Послышался шум сливающейся воды. Неугомонная женщина продолжила стучать в дверь.
– Володя!
– Уйди, ма! – прокричали из туалета.
Женщина, будто удовлетворившись ответом, удалилась.
Она меня не видела. Не видела, как я стоял в коридоре и ждал своего друга, заскочившего домой в туалет точно не по той причине, в какой заподозрила его мать. Нам было по шестнадцать лет. Вова учился в ПТУ, где молодые люди взрослели быстрее, чем в школе, а я заканчивал десятый класс, и по-прежнему чувствовал себя ребенком. Даже в тот день, когда я стал свидетелем столь странной сцены, мы собиралась идти на стадион и, как в старые добрые времена, играть в мяч. Нам обоим это еще было интересно.
Вова вышел из туалета через пару минут. Вид у него был неважный. Хорошее настроение исчезло. Взамен появилось нечто говорящее об обиде.
Бросив брезгливый взгляд в сторону гостиной, он начал обуваться.
– Ты закончил? – крикнула из комнаты женщина.
– Ма, отстань!
– Я спрашиваю, ты закончил?! – повторила она. Голос ее был скрипучим и требовательным. – Я хочу знать, какое полотенце отправлять в стирку. Или случилось чудо, и ты потрудился сделать это сам?
– Вот достала, – пробубнил Вова, повернувшись к стене.
Его взгляд метал искры, зубы скрипели. И даже не привыкший подмечать в людях подобные вещи, понял бы, насколько он зол.

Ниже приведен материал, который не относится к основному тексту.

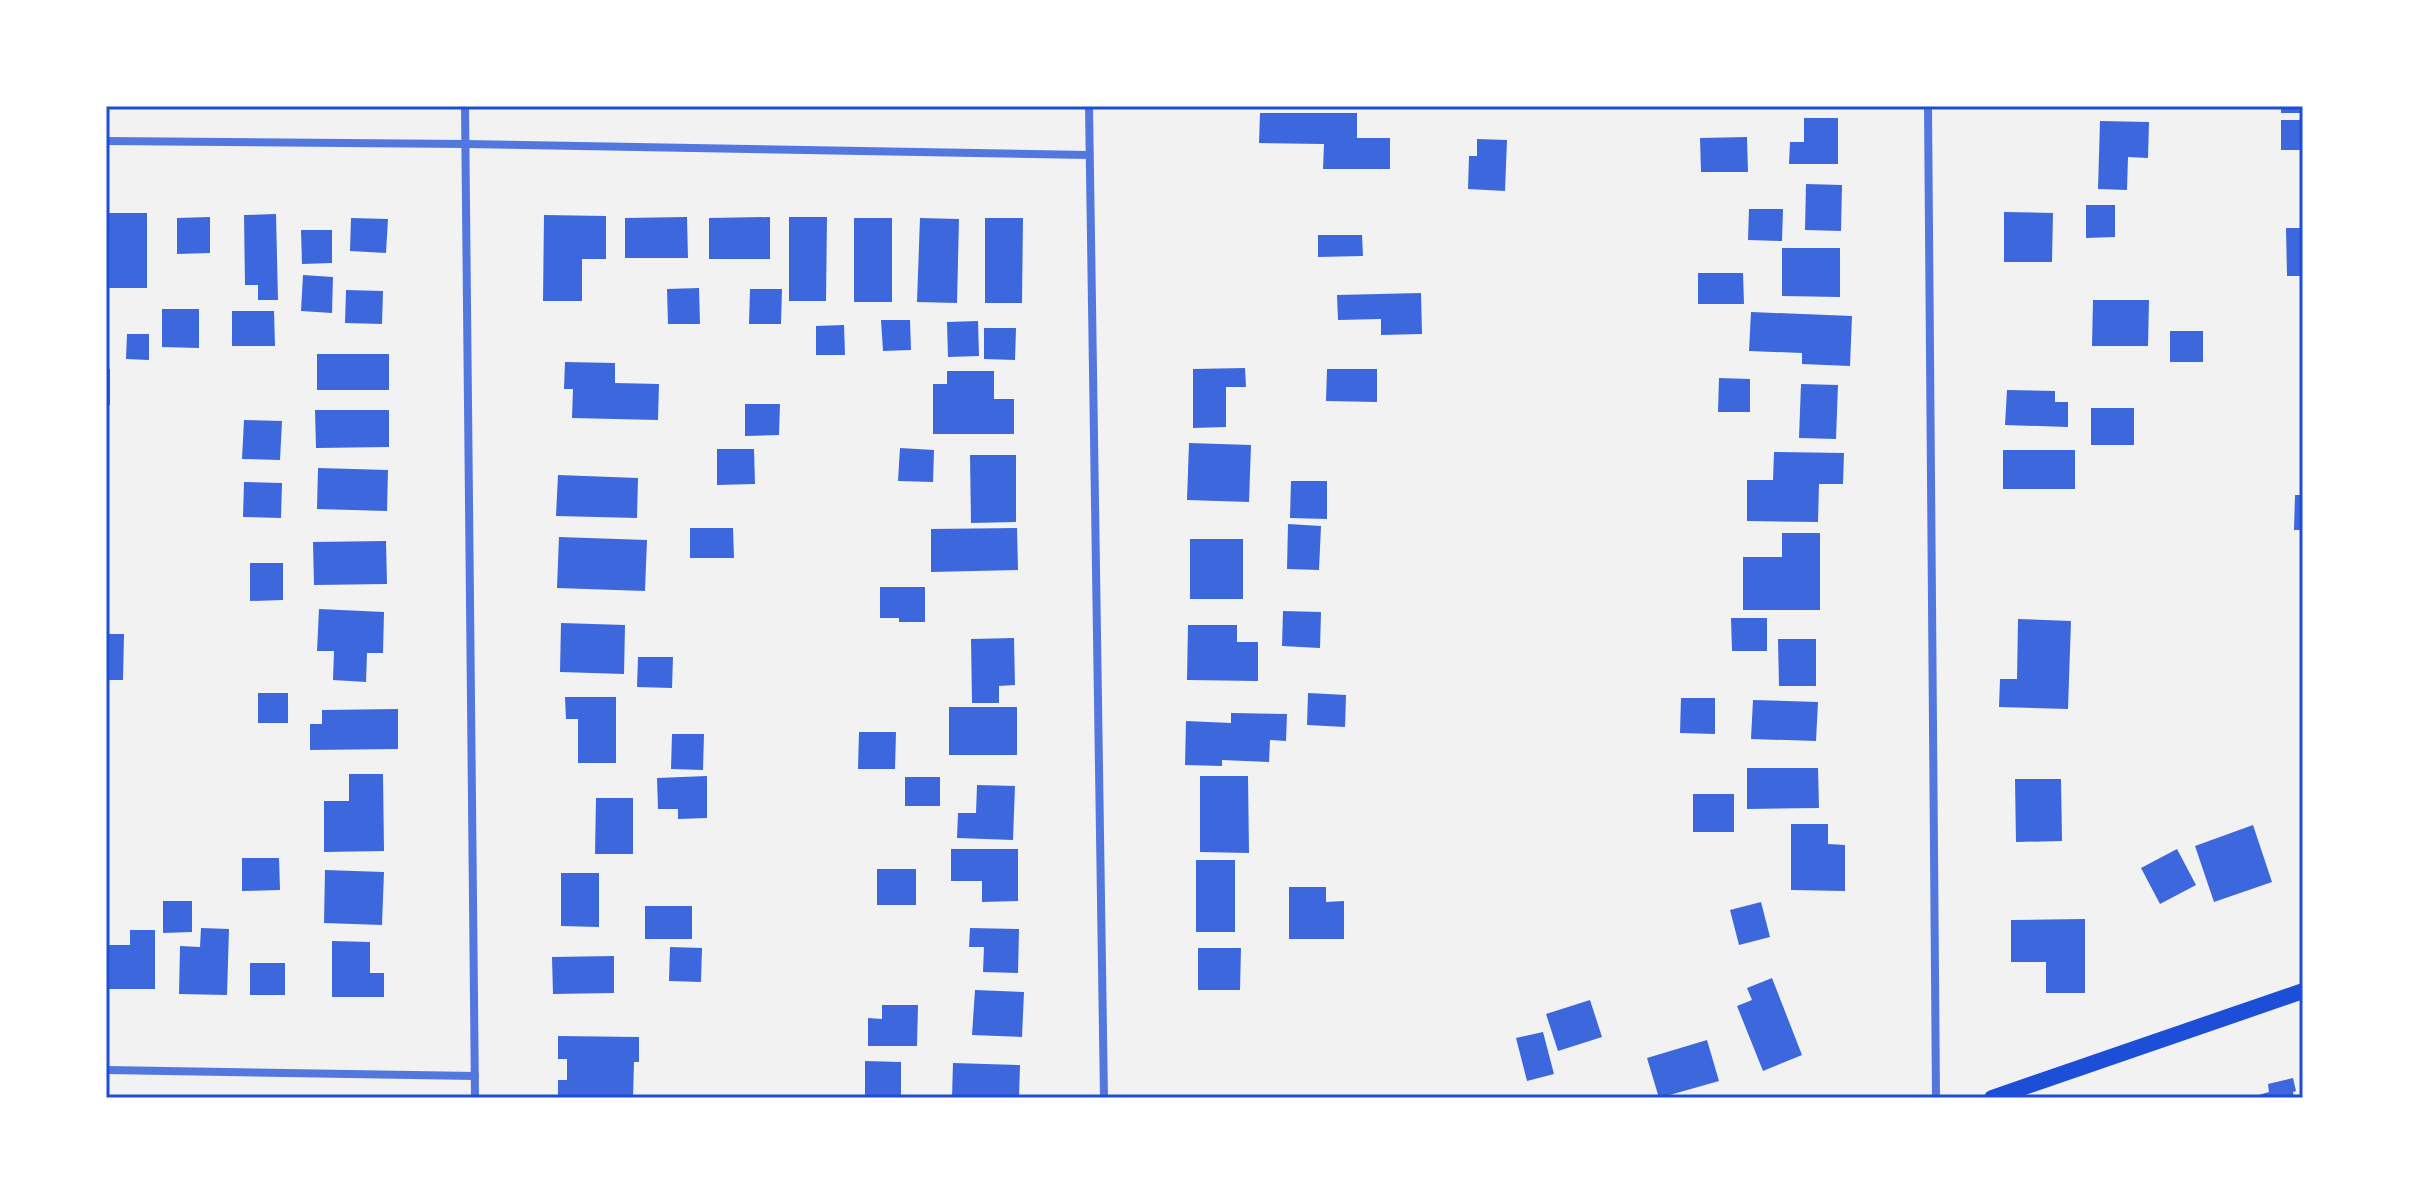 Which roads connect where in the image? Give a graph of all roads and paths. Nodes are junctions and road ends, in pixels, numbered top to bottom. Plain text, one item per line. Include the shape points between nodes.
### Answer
1 (465, 106) edge
2 (1089, 106) edge
3 (1928, 106) edge
4 (106, 141) edge
5 (465, 144) junction
6 (1089, 155) junction
7 (2303, 991) edge
8 (106, 1070) edge
9 (475, 1076) junction
10 (2026, 1092) edge
11 (475, 1098) edge
12 (1104, 1098) edge
13 (1936, 1098) edge
14 (1992, 1098) edge

1 - 5 street
2 - 6 street
3 - 13 street
4 - 5 street
5 - 6 street
5 - 9 street
6 - 12 street
7 - 10 main road
8 - 9 street
9 - 11 street
10 - 14 main road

Чуть позднее я узнаю, что в жизни все так и происходит. Сначала наступает обида, потом накатывает злость. Я не стал исключением. С той же последовательностью негативные чувства воспылали и во мне, только, в отличие от Вовы, мое лицо никогда ничего не выражало. Наверное, поэтому меня и не любили девушки.
Мы вышли из квартиры, а женщина все еще кричала ему вслед. Про полотенце, про отца, про совесть, про то, что он засранец и, если не перестанет заниматься онанизмом, то в скором времени у него на руках вырастут волосы, а на голове, наоборот, выпадут. Я никогда не спрашивал, бьет ли его отец за то, чем занимается каждый подросток, но, по всей видимости, Володя был не из тех, кто скрывал следы своих увлечений, и не из тех, кто внимал проклятиям родителей. В том возрасте я еще тоже не знал, каким запретам верить, а каким нет. И когда что-то очень хотелось, я делал, а когда не хотелось, не делал. Вот и Вова поступал так же, и, как и я, не любил об этом говорить.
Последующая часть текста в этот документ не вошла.